An air brake or, more formally, a compressed-air-brake system, is a type of friction brake for vehicles in which compressed air pressing on a piston is used to apply the pressure to the brake pad or brake shoe needed to stop the vehicle.  Air brakes are used in large heavy vehicles, particularly those having multiple trailers which must be linked into the brake system, such as  trucks, buses, trailers, and semi-trailers, in addition to their use in railroad trains. George Westinghouse first developed air brakes for use in railway service. He patented a safer air brake on March 5, 1872.  Westinghouse made numerous alterations to improve his air pressured brake invention, which led to various forms of the automatic brake.  In the early 20th century, after its advantages were proven in railway use, it was adopted by manufacturers of trucks and heavy road vehicles.

Design and function
Air brakes are typically used on heavy trucks and buses. Typical operating pressure is approximately . A compressed-air-brake system is divided into a supply system and a control system.

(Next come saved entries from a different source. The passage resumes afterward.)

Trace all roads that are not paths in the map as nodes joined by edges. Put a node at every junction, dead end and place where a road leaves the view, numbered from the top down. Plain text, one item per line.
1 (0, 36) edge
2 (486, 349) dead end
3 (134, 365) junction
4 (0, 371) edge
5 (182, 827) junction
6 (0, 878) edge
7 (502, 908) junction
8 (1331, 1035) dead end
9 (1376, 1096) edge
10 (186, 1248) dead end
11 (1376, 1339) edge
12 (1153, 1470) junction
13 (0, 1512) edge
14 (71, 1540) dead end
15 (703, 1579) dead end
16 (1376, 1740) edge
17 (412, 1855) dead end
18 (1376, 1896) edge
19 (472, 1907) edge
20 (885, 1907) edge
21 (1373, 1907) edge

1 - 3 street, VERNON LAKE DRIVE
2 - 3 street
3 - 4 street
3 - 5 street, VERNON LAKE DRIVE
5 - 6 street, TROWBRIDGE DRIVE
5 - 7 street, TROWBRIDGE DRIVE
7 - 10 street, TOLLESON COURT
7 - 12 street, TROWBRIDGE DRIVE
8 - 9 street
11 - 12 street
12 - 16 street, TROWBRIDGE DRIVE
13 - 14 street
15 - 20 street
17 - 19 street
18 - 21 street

The supply system compresses, stores and supplies high-pressure air to the control system as well as to additional air operated auxiliary truck systems (gearbox shift control, clutch pedal air assistance servo, etc.). The air compressor draws filtered air from the atmosphere and compresses it, storing the compressed air in high-pressure reservoirs. Most heavy vehicles have a gauge within the driver's view, indicating the availability of air pressure for safe vehicle operation, often including warning tones or lights. A mechanical "wig wag" that automatically drops down into the driver's field of vision when the pressure drops below a certain point is also common.

The control system consists of service brakes, parking brakes, a control pedal, and an air storage tank. If the vehicle is towing a trailer, it often has a separate trailer-brake system that receives compressed air from the supply system.

The parking brakes use a disc or drum arrangement which is designed to be held in the 'applied' position by spring pressure. Air pressure must be produced to release these "spring brake" parking brakes. Setting the parking/emergency brake releases the pressurized air in the lines between the compressed air storage tank and the brakes, thus allowing the spring actuated parking brake to engage. A sudden loss of air pressure would result in full spring brake pressure immediately.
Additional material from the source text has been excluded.